I don't know if it's possible, but I have seen it in Jitbit (a macro recorder) and I would like to implement it myself. (Maybe with that example you understand what I mean).
Thanks
----edit-----
In other words, is it possible to check if an image is showing in? To find and compare that pixels in the screen?
You may try aShot: documentation link
1) aShot can ignore areas you mark with special color.
2) aShot can provide image which display difference between images.
private void compareTowImages(BufferedImage expectedImage, BufferedImage actualImage) {
ImageDiffer imageDiffer = new ImageDiffer();
ImageDiff diff = imageDiffer
.withDiffMarkupPolicy(new PointsMarkupPolicy()
.withDiffColor(Color.YELLOW))
.withIgnoredColor(Color.MAGENTA)
.makeDiff(expectedImage, actualImage);
// areImagesDifferent will be true if images are different, false - images the same
boolean areImagesDifferent = diff.hasDiff();
if (areImagesDifferent) {
// code in case of failure
} else {
// Code in case of success
}
}
To save image with differences:
private void saveImage(BufferedImage image, String imageName) {
// Path where you are going to save image
String outputFilePath = String.format("target/%s.png", imageName);
File outputFile = new File(outputFilePath);
try {
ImageIO.write(image, "png", outputFile);
} catch (IOException e) {
// Some code in case of failure
}
}
You can do this in two steps:
Create a screenshot using awt.Robot
BufferedImage image = new Robot().createScreenCapture(new Rctangle(Toolkit.getDefaultToolkit().getScreenSize()));
ImageIO.write(image, "png", new File("/screenshot.png"));
Compare the screenshots using something like that: How to check if two images are similar or not using openCV in java?
Have a look at Sikuli project. Their automation engine is based on image comparison.
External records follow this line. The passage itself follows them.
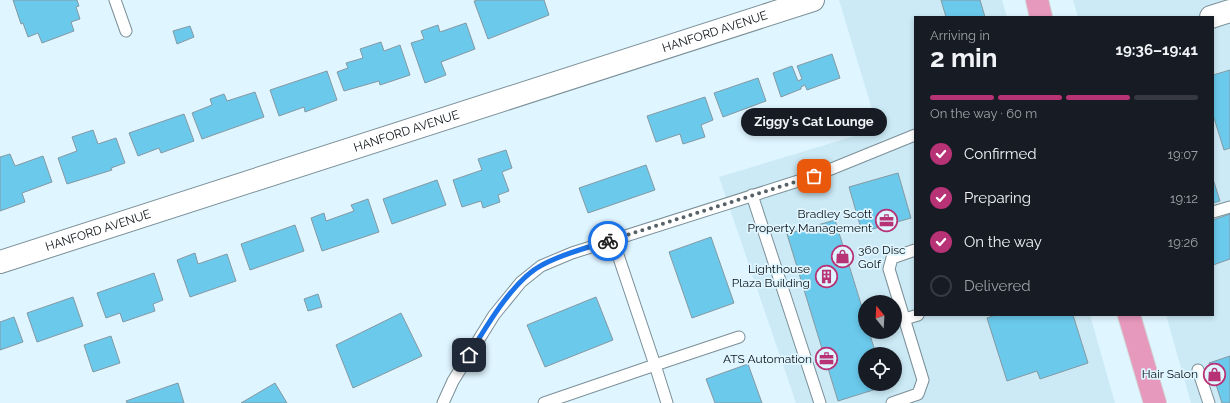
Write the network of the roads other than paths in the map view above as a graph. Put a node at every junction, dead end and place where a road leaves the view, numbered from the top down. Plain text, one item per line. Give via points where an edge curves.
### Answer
1 (116, 0) edge
2 (813, 0) edge
3 (1037, 0) edge
4 (1230, 11) edge
5 (1041, 16) edge
6 (1214, 16) edge
7 (126, 31) dead end
8 (914, 135) edge
9 (752, 195) junction
10 (1230, 207) edge
11 (1214, 212) edge
12 (613, 240) junction
13 (914, 250) edge
14 (0, 262) edge
15 (915, 316) edge
16 (1129, 316) edge
17 (905, 319) junction
18 (739, 337) dead end
19 (655, 365) junction
20 (1198, 370) dead end
21 (443, 403) edge
22 (544, 403) edge
23 (667, 403) edge
24 (820, 403) edge
25 (892, 403) edge
26 (1155, 403) edge
27 (1209, 403) edge

1 - 7 lane
2 - 14 street, HANFORD AVENUE
3 - 5 main road
4 - 6 street
8 - 9 lane via 814,176
9 - 12 lane
9 - 24 lane
10 - 11 lane
12 - 19 lane
12 - 21 lane via 541,266 521,282 494,315 453,381
13 - 17 lane via 892,258 890,269
15 - 17 lane
16 - 26 main road
17 - 25 lane via 923,380 918,394
18 - 19 lane
19 - 22 lane
19 - 23 lane
20 - 27 lane

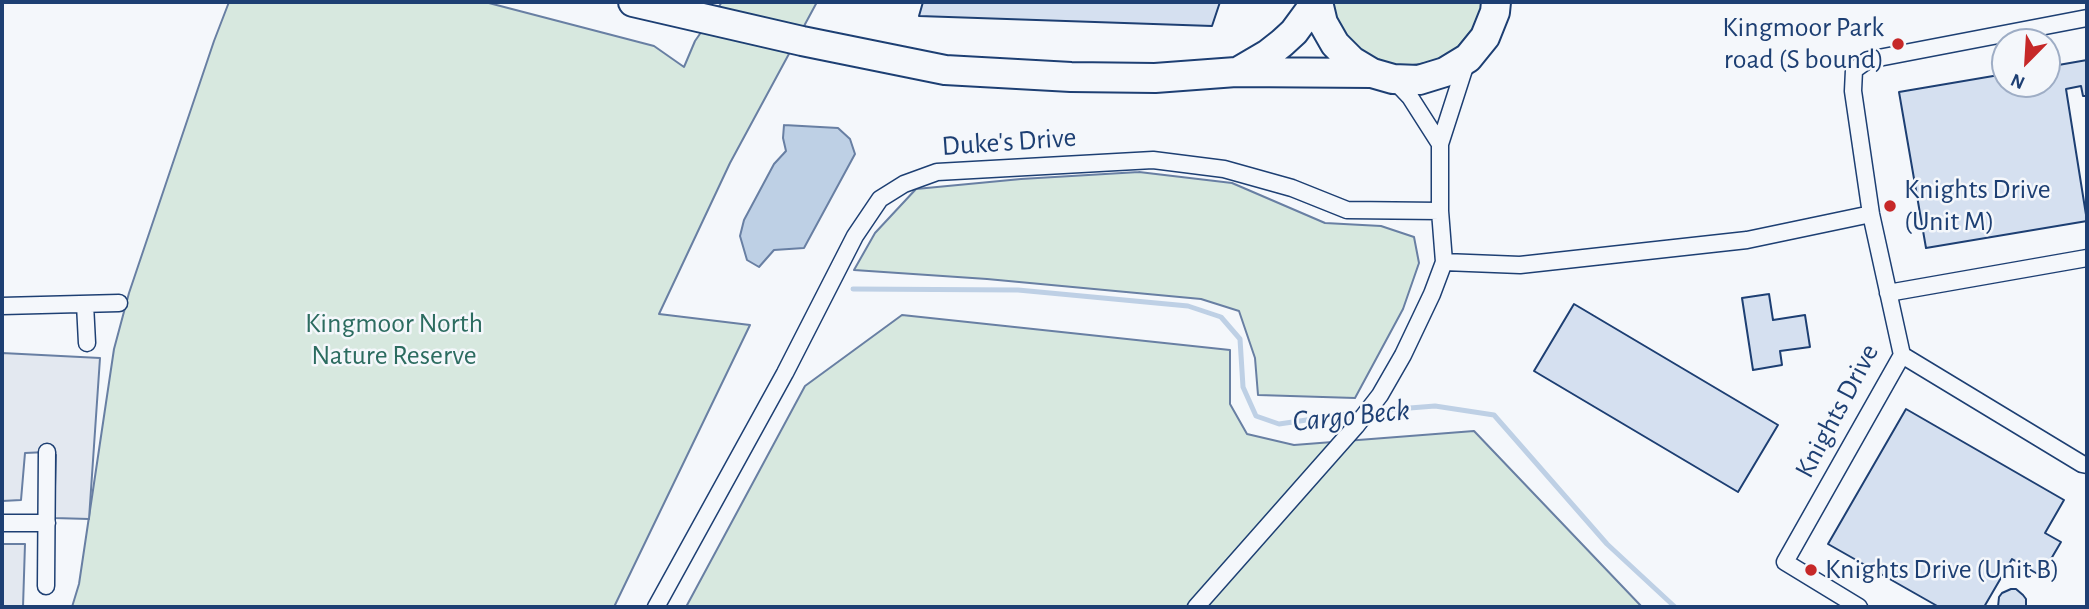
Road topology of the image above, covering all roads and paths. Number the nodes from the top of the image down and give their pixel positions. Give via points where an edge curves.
1 (1317, 2) edge
2 (1496, 2) edge
3 (645, 5) edge
4 (2087, 18) edge
5 (1468, 58) junction
6 (1236, 72) junction
7 (1382, 76) junction
8 (1440, 144) junction
9 (1440, 211) junction
10 (1871, 214) junction
11 (2087, 258) edge
12 (1444, 262) junction
13 (1888, 293) junction
14 (119, 303) dead end
15 (85, 304) junction
16 (2, 306) edge
17 (87, 343) dead end
18 (1902, 355) junction
19 (47, 452) dead end
20 (2087, 465) edge
21 (2, 523) edge
22 (47, 523) junction
23 (46, 586) dead end
24 (656, 607) edge
25 (1196, 607) edge
26 (1859, 607) edge

1 - 6 highway via 1282,43
1 - 7 highway via 1335,44 1352,61
2 - 5 highway via 1485,37
3 - 6 highway via 945,70 1155,78
4 - 10 street, Knights Drive via 1868,60 1854,69 1853,91
5 - 7 highway via 1419,80
5 - 8 street
6 - 7 highway
7 - 8 street via 1410,97
8 - 9 street
9 - 12 street
9 - 24 street, Duke's Drive via 1347,209 1224,169 1153,160 937,172 904,184 880,199 855,236
10 - 12 street via 1747,240 1520,265
10 - 13 street, Knights Drive
11 - 13 street
12 - 25 street via 1421,319 1380,396
13 - 18 street, Knights Drive
14 - 15 street
15 - 16 street
15 - 17 street
18 - 20 street
18 - 26 street, Knights Drive via 1785,562
19 - 22 street
21 - 22 street
22 - 23 street

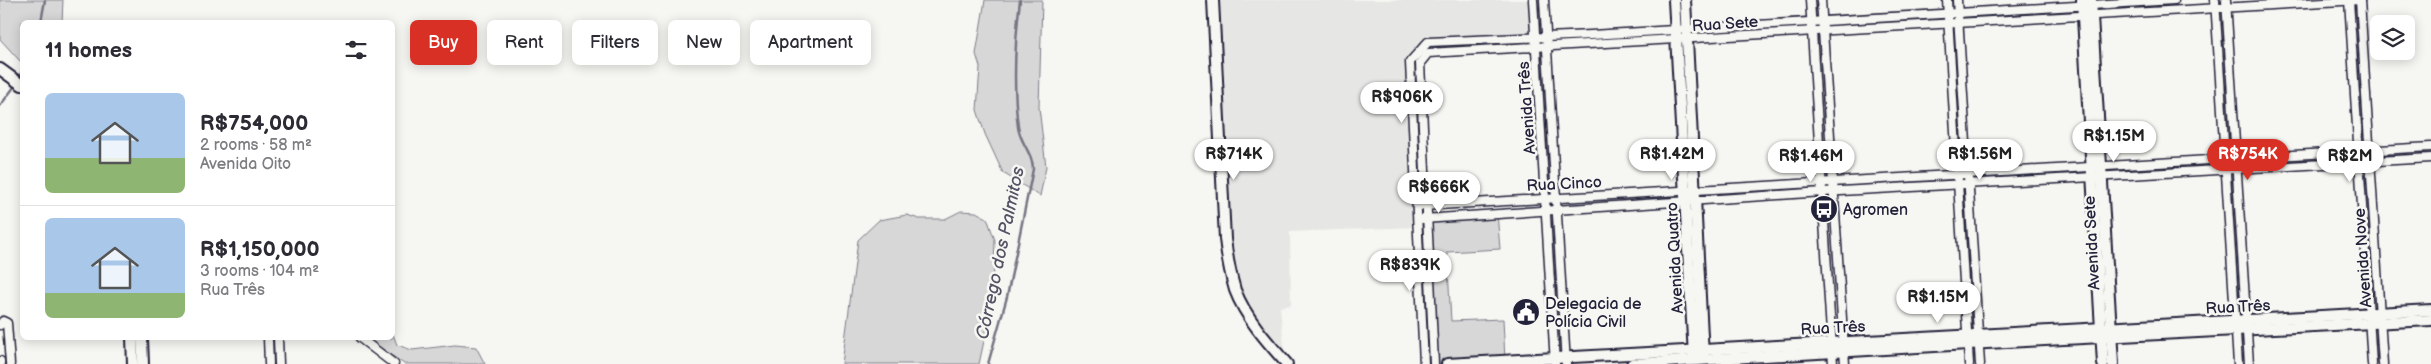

I guess, internally they are still using OpenCV for calculating image similarity, but there are plenty of OpenCV Java bindings like this, which allow to do so from Java.
Project source code is located here: https://github.com/sikuli/sikuli
Ok then, so I found an answer after a few days.
This method takes the screenshot:
public static void takeScreenshot() {
try {
BufferedImage image = new Robot().createScreenCapture(new Rectangle(490,490,30,30));
/* this two first parameters are the initial X and Y coordinates. And the last ones are the increment of each axis*/
ImageIO.write(image, "png", new File("C:\\Example\\Folder\\capture.png"));
} catch (IOException e) {
e.printStackTrace();
} catch (HeadlessException e) {
e.printStackTrace();
} catch (AWTException e) {
e.printStackTrace();
}
}
And this other one will compare the images
public static String compareImage() throws Exception {
// savedImage is the image we want to look for in the new screenshot.
// Both must have the same width and height
String c1 = "savedImage";
String c2 = "capture";
BufferedInputStream in = new BufferedInputStream(new FileInputStream(c1
+ ".png"));
BufferedInputStream in1 = new BufferedInputStream(new FileInputStream(
c2 + ".png"));
int i, j;
int k = 1;
while (((i = in.read()) != -1) && ((j = in1.read()) != -1)) {
if (i != j) {
k = 0;
break;
}
}
in.close();
in1.close();
if (k == 1) {
System.out.println("Ok...");
return "Ok";
} else {
System.out.println("Fail ...");
return "Fail";
}
}